Бонч-Бруевич В. Д. Воспоминания о Ленине. 2-е изд., доп. М., 1969. С. 269—280

 

Примечания:

1. Заключительные строки из басни И. А. Крылова «Кот и повар» (см.: Крылов И. А. Сочинения: В 2 т. М., 1956. Т. 1. С. 89). Ред.

2. Цектран — Центральный комитет Объединенного профессионального союза работников железнодорожного и водного транспорта. Ред.
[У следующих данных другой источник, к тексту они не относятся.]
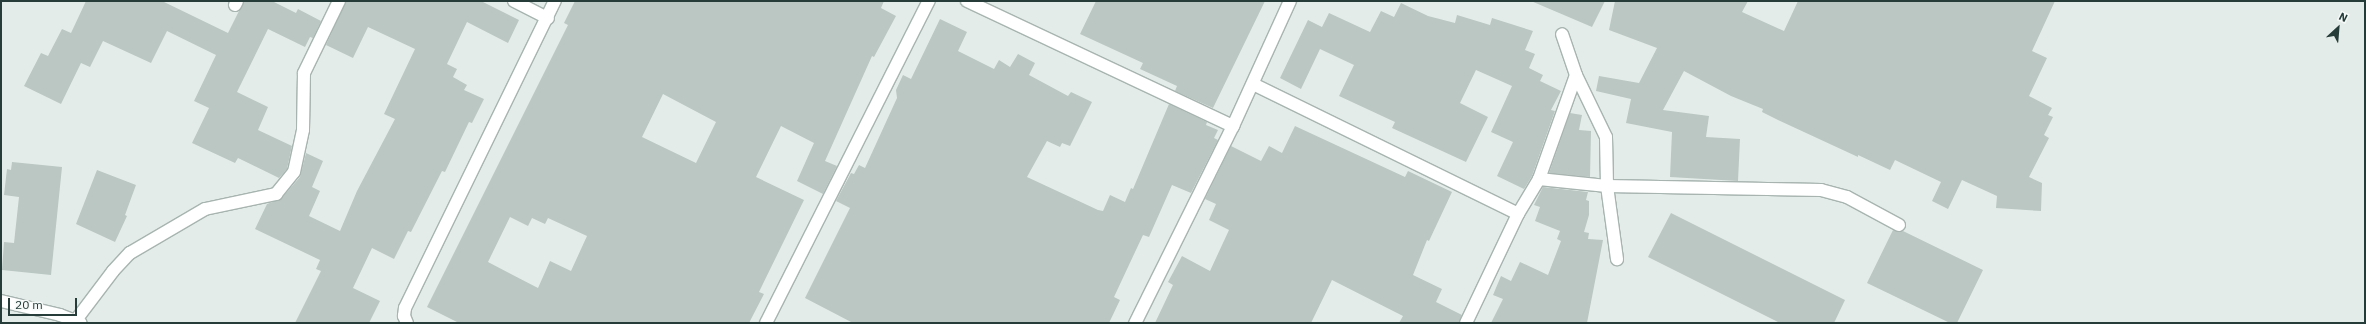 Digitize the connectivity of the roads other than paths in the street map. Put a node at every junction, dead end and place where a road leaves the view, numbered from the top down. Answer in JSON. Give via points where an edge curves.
{"nodes":[{"id":1,"x":339,"y":1,"type":"edge"},
{"id":2,"x":514,"y":1,"type":"edge"},
{"id":3,"x":555,"y":1,"type":"edge"},
{"id":4,"x":929,"y":1,"type":"edge"},
{"id":5,"x":967,"y":1,"type":"edge"},
{"id":6,"x":1290,"y":1,"type":"edge"},
{"id":7,"x":548,"y":18,"type":"junction"},
{"id":8,"x":1562,"y":34,"type":"dead end"},
{"id":9,"x":1576,"y":75,"type":"junction"},
{"id":10,"x":1253,"y":84,"type":"junction"},
{"id":11,"x":1233,"y":126,"type":"junction"},
{"id":12,"x":1539,"y":178,"type":"junction"},
{"id":13,"x":1607,"y":186,"type":"junction"},
{"id":14,"x":1518,"y":214,"type":"junction"},
{"id":15,"x":1898,"y":225,"type":"dead end"},
{"id":16,"x":1617,"y":259,"type":"dead end"},
{"id":17,"x":1,"y":301,"type":"edge"},
{"id":18,"x":79,"y":322,"type":"edge"},
{"id":19,"x":407,"y":323,"type":"edge"},
{"id":20,"x":766,"y":323,"type":"edge"},
{"id":21,"x":1135,"y":323,"type":"edge"},
{"id":22,"x":1466,"y":323,"type":"edge"}],
"edges":[{"from":1,"to":18,"type":"street","via":[[304,73],[303,130],[294,172],[276,194],[205,209],[130,254],[113,271]]},
{"from":2,"to":7,"type":"street"},
{"from":3,"to":7,"type":"street"},
{"from":4,"to":20,"type":"street"},
{"from":5,"to":11,"type":"street"},
{"from":6,"to":10,"type":"street"},
{"from":7,"to":19,"type":"street","via":[[405,308],[404,316]]},
{"from":8,"to":9,"type":"street"},
{"from":9,"to":12,"type":"street"},
{"from":9,"to":13,"type":"street","via":[[1606,137]]},
{"from":10,"to":11,"type":"street"},
{"from":10,"to":14,"type":"street"},
{"from":11,"to":21,"type":"street"},
{"from":12,"to":13,"type":"street"},
{"from":12,"to":14,"type":"street"},
{"from":13,"to":15,"type":"street","via":[[1821,190],[1847,197]]},
{"from":13,"to":16,"type":"street"},
{"from":14,"to":22,"type":"street"},
{"from":17,"to":18,"type":"street"}]}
3. Здесь допущена неточность: И. Н. Борисов с 1920 г. работал в НКПС начальником Главного управления путей сообщения, с 1923 г.— зам. наркома. Ред

БОНЧ-БРУЕВИЧ ВЛАДИМИР ДМИТРИЕВИЧ (1873—1955) — член партии с 1895 г. В революционном движении — с конца 80-х годов. В 1896 г. эмигрировал в Швейцарию. Сотрудничал в «Искре», принимал участие в организации большевистских газет, журналов и партийных издательств. Активный участник революции 1905— 1907 гг., Февральской и Октябрьской социалистической революций 1917 г. В 1917— 1920 гг.— управляющий делами СНК. Руководил переездом в 1918 г. Советского правительства из Петрограда в Москву. С 1930 г. возглавлял организованный им Литературный музей в Москве. С 1946 по 1955 г.— директор Музея истории религии и атеизма Академии наук СССР в Ленинграде. Автор многих работ по истории революционного движения в России, литературоведению, этнографии, истории религии и атеизма.